Un bambino di 6 mesi affetto da morbillo è stato e ricoverato in condizioni gravi e vicino alla sua stanza ha iniziato a campeggiare una lettera diretta a quei genitori che preferiscono non vaccinare i propri figli.
Il boom di vaccini, con il suo aumento del 230 per cento rispetto all’anno precedente, ha spinto l’opinione pubblica e le istituzioni sanitarie a porsi una inevitabile domanda: è davvero giusto schierarsi contro i vaccini e far rivivere malattie che invece dovrebbero essere pressoché estinte? Trovare un accordo sembra più difficile di quanto si potesse immaginare e nel frattempo i bambini continuano ad ammalarsi. D’altronde i dati parlano chiaro: scendere al di sotto della soglia del 95 per cento permette al virus di ricominciare a diffondersi.
La storia di un bimbo di 6 mesi è esemplare. Ricoverato presso l’ospedale pediatrico Salesi di Ancona in condizioni critiche proprio a causa del morbillo, è stato contagiato ancor prima di poter essere vaccinato (impossibile farlo prima di aver compiuto un anno). Per questo motivo, con un mix di rabbia e preoccupazione, i suoi genitori e la pediatra hanno deciso di scrivere una lettera a suo nome per poi appenderla nello studio medico e sulle bacheche – decisamente più virtuali – di Facebook.
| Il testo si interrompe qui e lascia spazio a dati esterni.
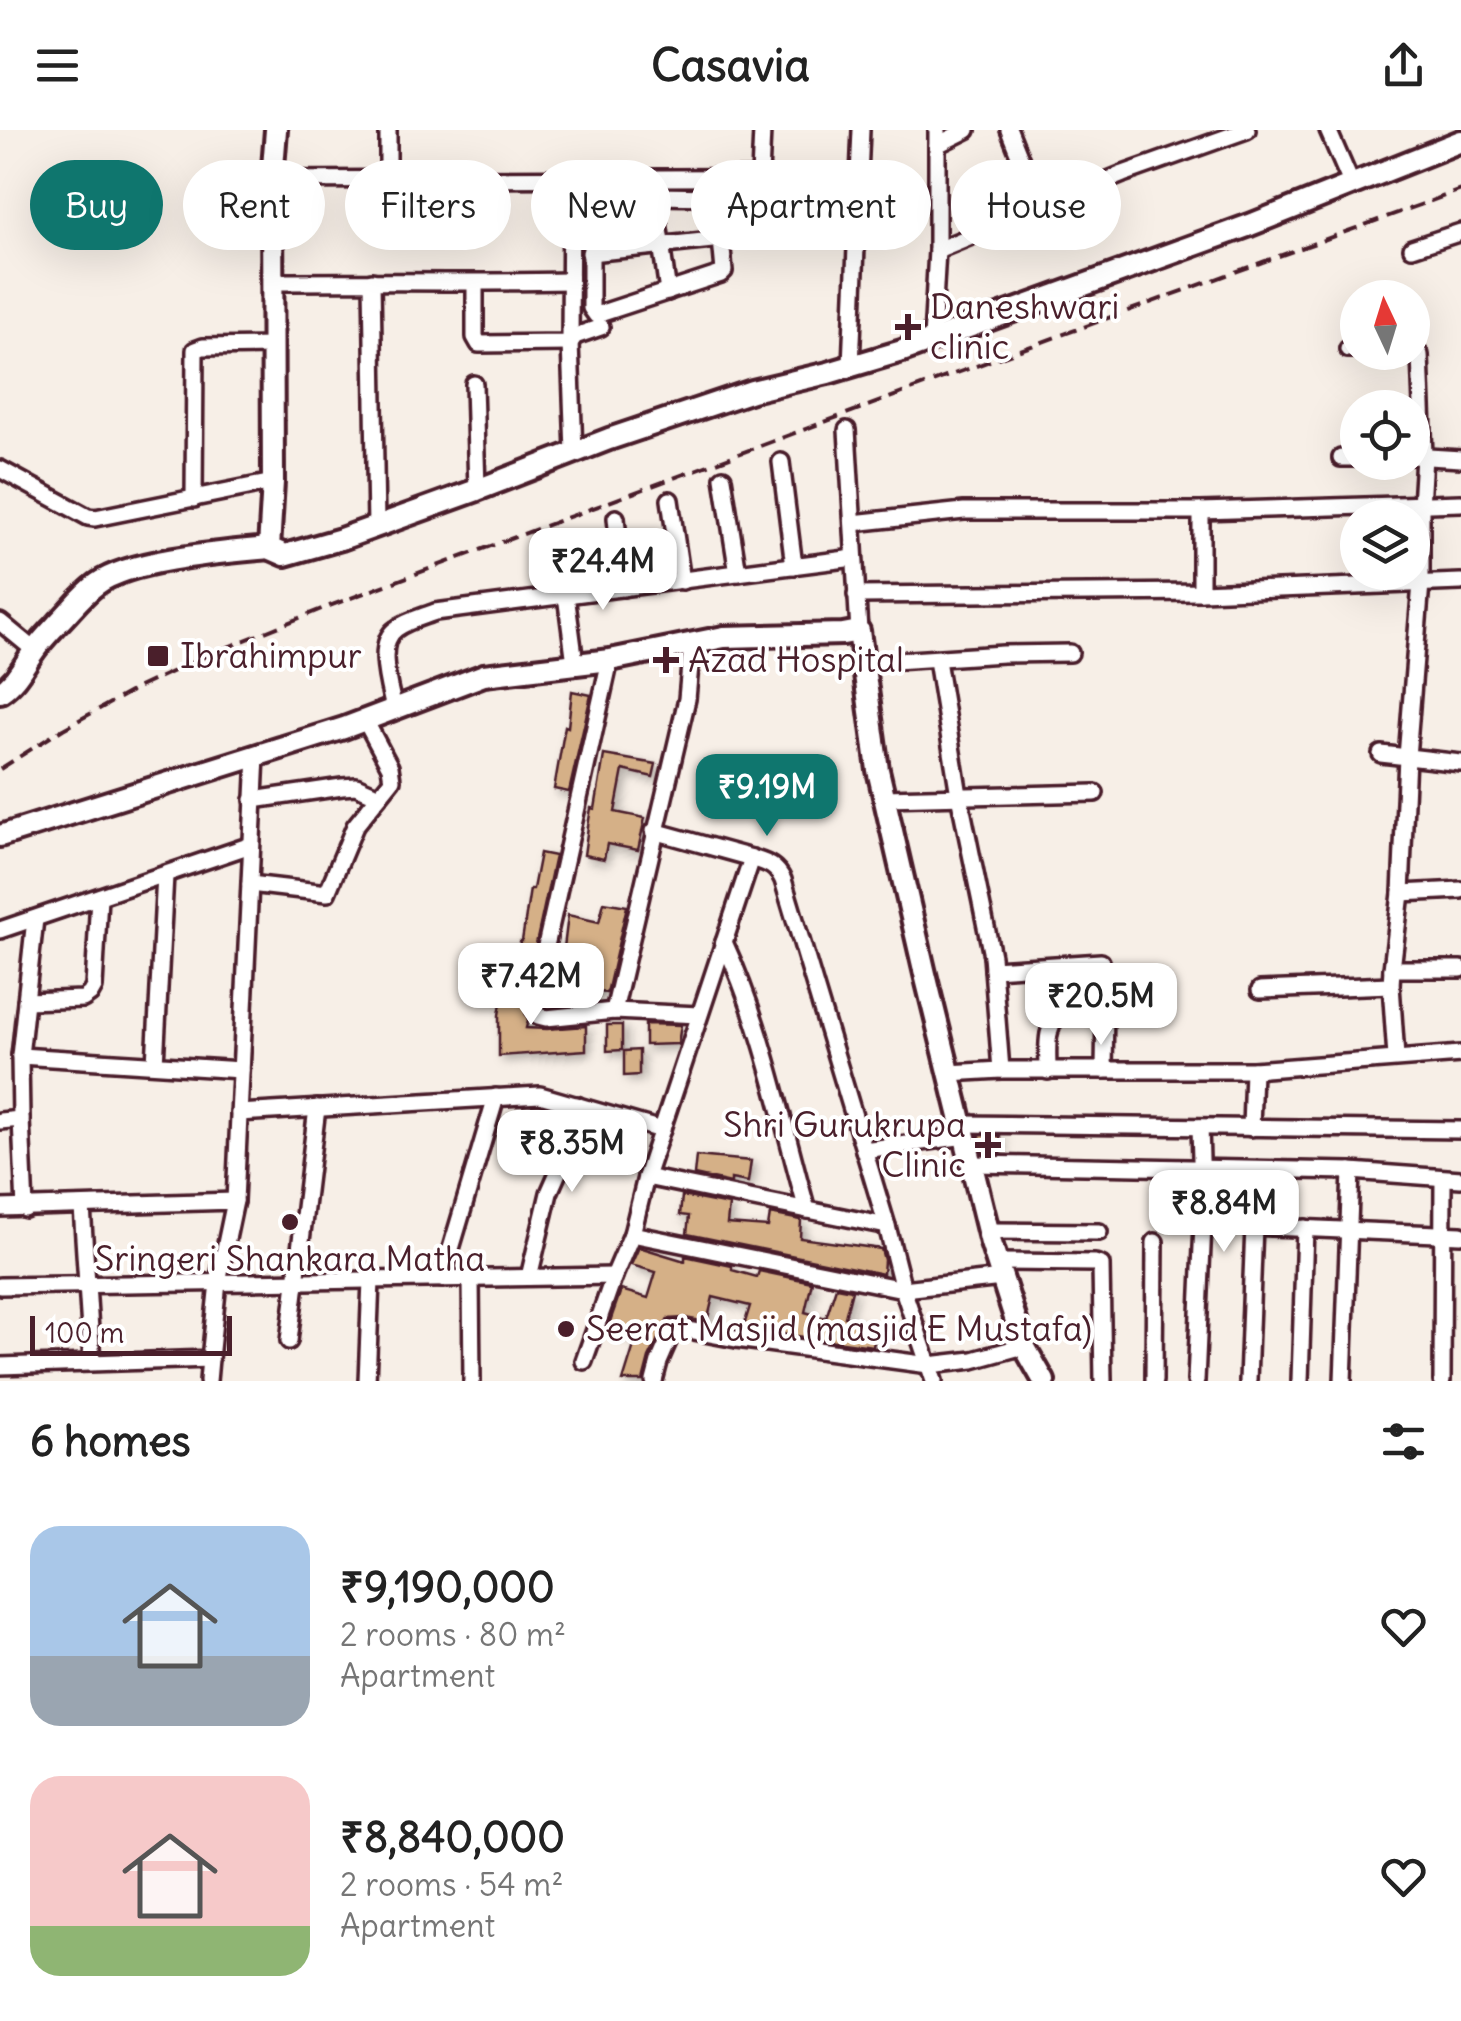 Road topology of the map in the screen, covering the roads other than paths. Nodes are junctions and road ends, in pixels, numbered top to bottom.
1 (276, 130) edge
2 (388, 130) edge
3 (762, 130) edge
4 (862, 130) edge
5 (967, 130) edge
6 (1009, 130) edge
7 (1247, 130) edge
8 (1328, 130) edge
9 (937, 138) edge
10 (1461, 140) edge
11 (274, 160) edge
12 (388, 160) edge
13 (761, 160) edge
14 (861, 160) edge
15 (1021, 160) edge
16 (1121, 175) edge
17 (1351, 183) junction
18 (1461, 232) edge
19 (951, 244) edge
20 (1412, 248) dead end
21 (272, 250) edge
22 (570, 250) edge
23 (590, 250) edge
24 (631, 250) edge
25 (661, 250) edge
26 (723, 250) edge
27 (857, 250) edge
28 (937, 250) junction
29 (590, 254) junction
30 (372, 280) junction
31 (570, 280) junction
32 (272, 282) junction
33 (475, 283) junction
34 (668, 292) junction
35 (601, 327) dead end
36 (932, 340) junction
37 (570, 343) junction
38 (272, 346) junction
39 (851, 364) junction
40 (474, 384) dead end
41 (847, 430) dead end
42 (574, 452) junction
43 (1430, 457) edge
44 (1461, 458) edge
45 (781, 462) dead end
46 (0, 469) edge
47 (724, 478) dead end
48 (273, 482) junction
49 (478, 490) junction
50 (194, 500) junction
51 (670, 500) dead end
52 (1461, 503) edge
53 (1430, 505) edge
54 (1340, 508) edge
55 (1201, 511) junction
56 (616, 518) dead end
57 (853, 523) junction
58 (376, 526) junction
59 (269, 548) junction
60 (560, 550) dead end
61 (854, 558) junction
62 (794, 566) junction
63 (738, 573) junction
64 (682, 580) junction
65 (1461, 582) edge
66 (1430, 583) edge
67 (1340, 586) edge
68 (623, 588) junction
69 (1420, 590) edge
70 (1200, 592) junction
71 (566, 595) junction
72 (856, 596) junction
73 (0, 622) edge
74 (858, 631) junction
75 (692, 642) junction
76 (34, 650) junction
77 (1070, 653) dead end
78 (610, 660) junction
79 (938, 660) junction
80 (575, 662) junction
81 (863, 663) junction
82 (0, 692) edge
83 (394, 709) junction
84 (365, 720) junction
85 (1381, 754) dead end
86 (256, 755) junction
87 (1407, 757) junction
88 (1461, 762) edge
89 (1095, 793) dead end
90 (959, 795) junction
91 (379, 796) junction
92 (884, 798) junction
93 (254, 800) junction
94 (654, 831) junction
95 (0, 836) edge
96 (252, 845) junction
97 (752, 858) junction
98 (165, 874) junction
99 (250, 884) junction
100 (1461, 890) edge
101 (1401, 893) junction
102 (99, 897) junction
103 (35, 919) junction
104 (7, 928) edge
105 (724, 942) junction
106 (0, 945) edge
107 (1102, 962) dead end
108 (994, 969) junction
109 (1461, 969) edge
110 (1391, 977) junction
111 (1260, 990) dead end
112 (26, 1001) junction
113 (1135, 1001) dead end
114 (1105, 1006) junction
115 (614, 1011) junction
116 (699, 1016) junction
117 (1461, 1054) edge
118 (1396, 1058) junction
119 (20, 1063) junction
120 (155, 1064) junction
121 (241, 1070) junction
122 (1001, 1070) junction
123 (1104, 1070) junction
124 (1253, 1070) junction
125 (1048, 1071) junction
126 (0, 1072) edge
127 (949, 1073) junction
128 (496, 1097) junction
129 (578, 1105) junction
130 (317, 1108) junction
131 (239, 1113) junction
132 (20, 1120) junction
133 (0, 1121) edge
134 (1200, 1128) junction
135 (1251, 1128) junction
136 (662, 1130) junction
137 (964, 1130) junction
138 (1461, 1130) edge
139 (864, 1150) junction
140 (973, 1164) junction
141 (1202, 1168) junction
142 (1351, 1171) junction
143 (646, 1177) junction
144 (1443, 1179) junction
145 (1461, 1180) edge
146 (235, 1201) junction
147 (82, 1206) junction
148 (0, 1208) edge
149 (25, 1209) junction
150 (807, 1210) junction
151 (1203, 1224) junction
152 (888, 1226) junction
153 (1254, 1226) junction
154 (1305, 1228) junction
155 (1350, 1230) junction
156 (988, 1231) junction
157 (1100, 1232) dead end
158 (632, 1234) junction
159 (1442, 1235) junction
160 (1461, 1235) edge
161 (1155, 1242) dead end
162 (1000, 1270) junction
163 (614, 1276) junction
164 (529, 1277) junction
165 (472, 1278) junction
166 (442, 1279) junction
167 (371, 1280) junction
168 (298, 1281) junction
169 (218, 1282) junction
170 (87, 1284) junction
171 (0, 1286) edge
172 (903, 1289) junction
173 (290, 1341) dead end
174 (1024, 1346) junction
175 (210, 1359) junction
176 (92, 1361) junction
177 (584, 1361) dead end
178 (0, 1366) edge
179 (931, 1373) edge
180 (208, 1381) edge
181 (367, 1381) edge
182 (472, 1381) edge
183 (654, 1381) edge
184 (1044, 1381) edge
185 (1103, 1381) edge
186 (1154, 1381) edge
187 (1196, 1381) edge
188 (1248, 1381) edge
189 (1300, 1381) edge
190 (1343, 1381) edge
191 (1442, 1381) edge

1 - 11 street
2 - 12 street
3 - 13 street
4 - 14 street
5 - 9 street
6 - 15 street
7 - 16 street
8 - 17 street
9 - 28 street
10 - 17 street
17 - 36 street
18 - 20 street
19 - 28 street
21 - 32 street
22 - 31 street
23 - 29 street
24 - 29 street
25 - 34 street
26 - 34 street
27 - 39 street
28 - 36 street
29 - 34 street
30 - 32 street
30 - 33 street
30 - 58 street
31 - 33 street
31 - 37 street
32 - 38 street
33 - 37 street
35 - 37 street
36 - 39 street
37 - 42 street
38 - 48 street
38 - 50 street
39 - 42 street
40 - 49 street
41 - 57 street
42 - 49 street
43 - 44 street
45 - 62 street
46 - 50 street
47 - 63 street
48 - 50 street
48 - 59 street
49 - 58 street
51 - 64 street
52 - 53 street
54 - 55 street
55 - 57 street
55 - 70 street
56 - 68 street
57 - 61 street
58 - 59 street
59 - 76 street
60 - 71 street
61 - 62 street
61 - 72 street
62 - 63 street
63 - 64 street
64 - 68 street
65 - 66 street
67 - 70 street
68 - 71 street
69 - 87 street
70 - 72 street
71 - 80 street
71 - 83 street
72 - 74 street
73 - 76 street
74 - 75 street
74 - 81 street
75 - 78 street
75 - 94 street
76 - 82 street
77 - 79 street
78 - 80 street
78 - 115 street
79 - 81 street
79 - 90 street
80 - 83 street
81 - 92 street
83 - 84 street
84 - 86 street
84 - 91 street
85 - 87 street
86 - 93 street
86 - 95 street
87 - 88 street
87 - 101 street
89 - 90 street
90 - 92 street
90 - 108 street
91 - 93 street
91 - 99 street
92 - 127 street
93 - 96 street
94 - 97 street
94 - 115 street
96 - 98 street
96 - 99 street
97 - 105 street
97 - 139 street
98 - 102 street
98 - 120 street
99 - 121 street
100 - 101 street
101 - 110 street
102 - 103 street
102 - 112 street
103 - 104 street
103 - 112 street
104 - 106 street
105 - 116 street
105 - 150 street
107 - 108 street
108 - 122 street
109 - 110 street
110 - 111 street
110 - 118 street
112 - 119 street
113 - 114 street
114 - 123 street
114 - 125 street
115 - 116 street
116 - 136 street
117 - 118 street
118 - 124 street
119 - 120 street
119 - 126 street
119 - 132 street
120 - 121 street
121 - 131 street
122 - 125 street
122 - 127 street
123 - 124 street
123 - 125 street
124 - 135 street
127 - 137 street
128 - 129 street
128 - 130 street
128 - 166 street
129 - 136 street
129 - 164 street
130 - 131 street
130 - 168 street
131 - 146 street
132 - 133 street
132 - 149 street
134 - 135 street
134 - 137 street
134 - 141 street
135 - 138 street
136 - 143 street
137 - 139 street
137 - 140 street
139 - 152 street
140 - 141 street
140 - 156 street
141 - 142 street
141 - 151 street
142 - 144 street
142 - 155 street
143 - 150 street
143 - 158 street
144 - 145 street
144 - 159 street
146 - 147 street
146 - 169 street
147 - 149 street
147 - 170 street
148 - 149 street
150 - 152 street
151 - 153 street
151 - 187 street
152 - 172 street
153 - 154 street
153 - 188 street
154 - 155 street
154 - 189 street
155 - 159 street
155 - 190 street
156 - 157 street
156 - 162 street
158 - 163 street
158 - 172 street
159 - 160 street
159 - 191 street
161 - 186 street
162 - 172 street
162 - 174 street
162 - 185 street
163 - 164 street
163 - 177 street
164 - 165 street
165 - 166 street
165 - 182 street
166 - 167 street
167 - 168 street
167 - 181 street
168 - 169 street
168 - 173 street
169 - 170 street
169 - 175 street
170 - 171 street
170 - 176 street
172 - 179 street
174 - 179 street
174 - 184 street
175 - 176 street
175 - 180 street
176 - 178 street
179 - 183 street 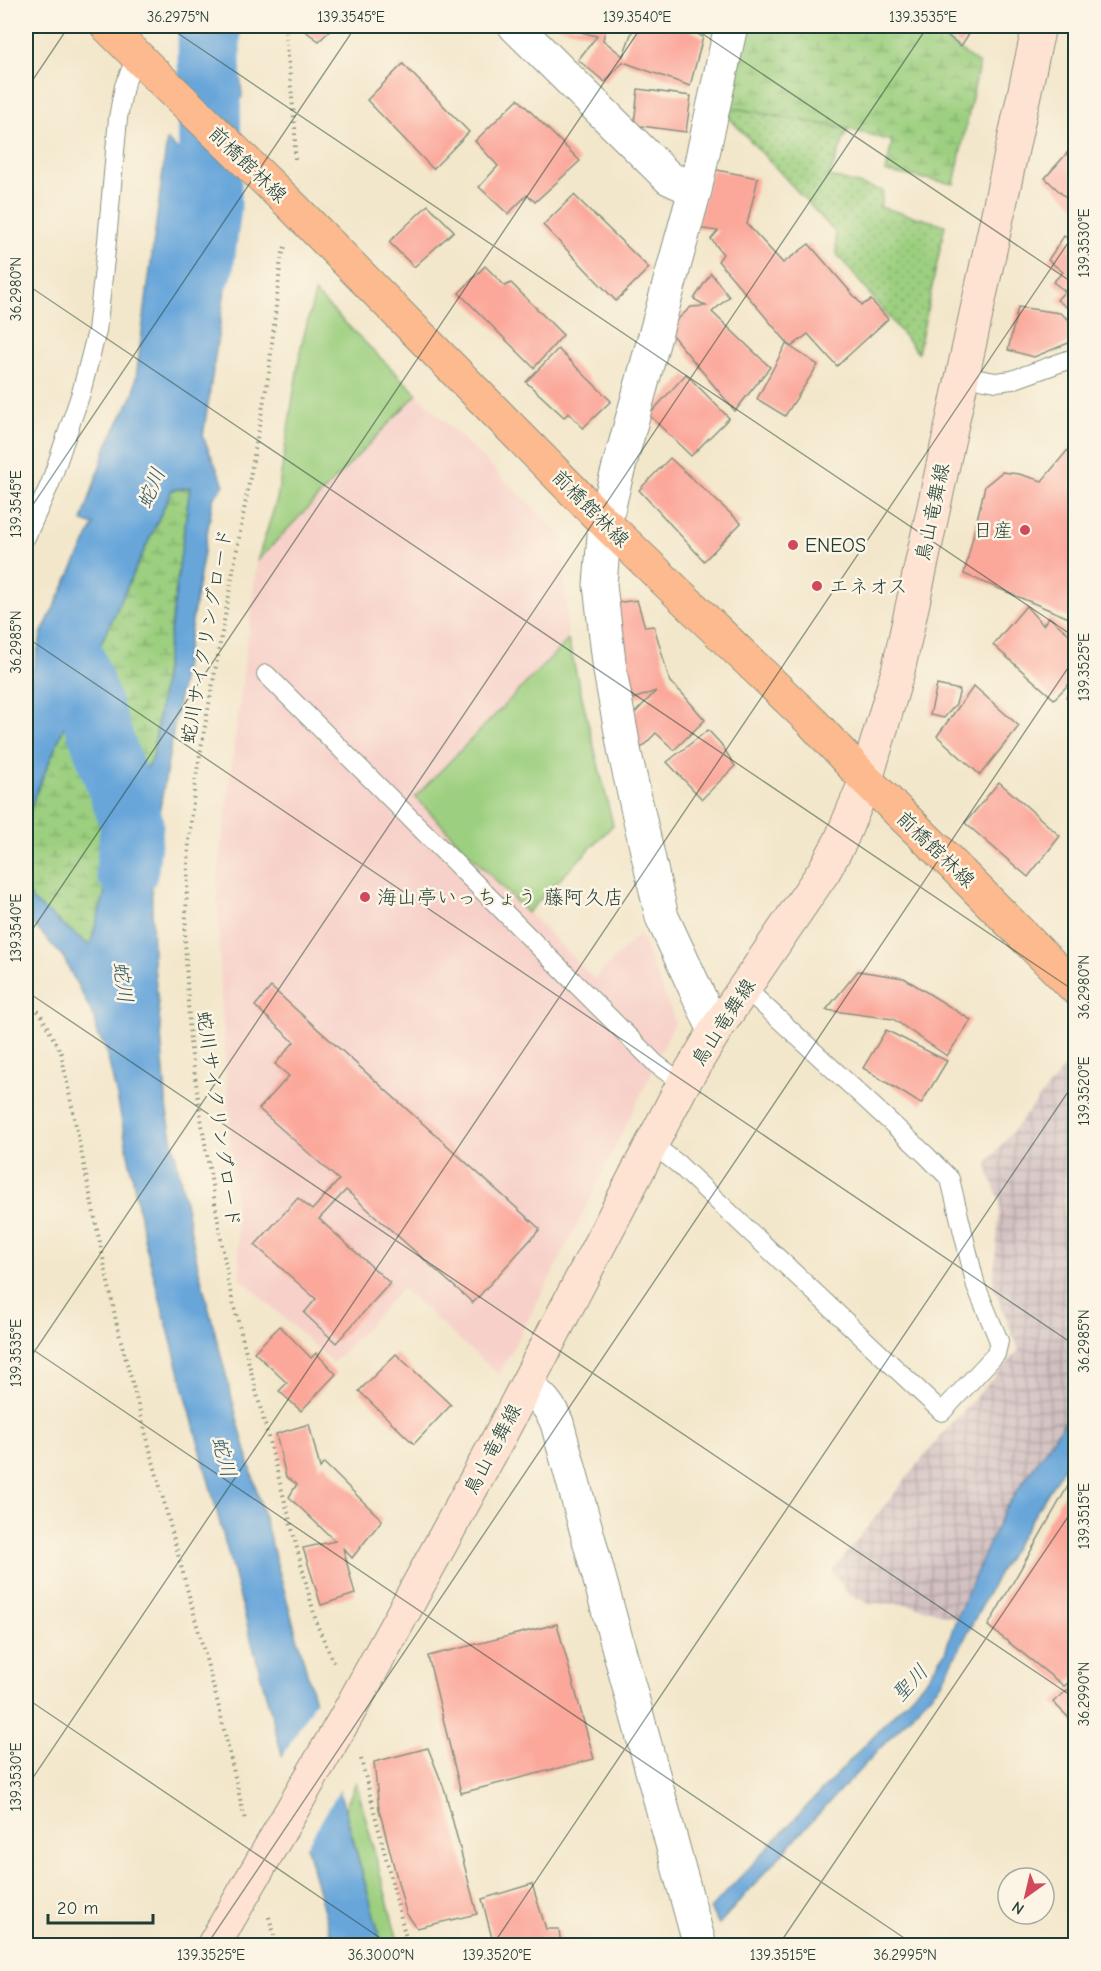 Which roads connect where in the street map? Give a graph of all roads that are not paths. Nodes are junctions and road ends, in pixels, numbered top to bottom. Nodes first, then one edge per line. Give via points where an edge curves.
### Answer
1 (107, 26) edge
2 (515, 26) edge
3 (731, 26) edge
4 (1039, 26) edge
5 (142, 61) junction
6 (695, 190) junction
7 (1076, 357) edge
8 (962, 376) junction
9 (605, 523) junction
10 (26, 537) edge
11 (266, 674) dead end
12 (866, 780) junction
13 (745, 988) junction
14 (1076, 989) edge
15 (715, 1031) junction
16 (683, 1084) junction
17 (652, 1144) junction
18 (526, 1386) junction
19 (213, 1946) edge
20 (700, 1946) edge

1 - 5 main road, 前橋館林線
2 - 6 street via 669,178
3 - 6 street
4 - 8 main road, 鳥山竜舞線
5 - 9 main road, 前橋館林線
5 - 10 lane via 124,87 118,118 97,331 50,484
6 - 9 street
7 - 8 lane via 1012,380 996,382
8 - 12 main road, 鳥山竜舞線 via 898,671
9 - 12 main road, 前橋館林線 via 812,722
9 - 15 street via 600,585 625,754 662,917
11 - 16 lane via 656,1065
12 - 13 main road, 鳥山竜舞線 via 824,871
12 - 14 main road, 前橋館林線
13 - 15 main road, 鳥山竜舞線
13 - 17 lane via 950,1179 976,1286 999,1341 996,1354 942,1412
15 - 16 main road, 鳥山竜舞線
16 - 17 main road, 鳥山竜舞線
17 - 18 main road, 鳥山竜舞線
18 - 19 main road, 鳥山竜舞線 via 340,1725
18 - 20 street via 541,1396 557,1423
La lettera recita così: “I pediatri dello studio medico “G. Galilei”, il papà e la mamma del piccolo bambino ricoverato all’ospedale “Salesi” in condizioni critiche perché contagiato dal morbillo ringraziano sentitamente i genitori che non vogliono vaccinare i propri figli, consentendo il dilagare di una malattia che nel 2017 sarebbe dovuta essere estinta”. Insomma, poche righe ma destinate a colpire dritto nel segno. Chissà se queste parole riusciranno a scalfire delle convinzioni così ben radicate. Gli esperti sono pronti a portare numerose evidenze scientifiche a favore dei vaccini, eppure alcune culture sono troppo influenzate dalla paura o da ideologie avverse alla medicina tradizionale. Prima dell’arrivo del vaccino contro il morbillo, in Italia morivano circa 200 bambini ogni anno. La loro testimonianza, insieme a quella del piccolo paziente di Ancona, ha certamente il diritto di essere ascoltata.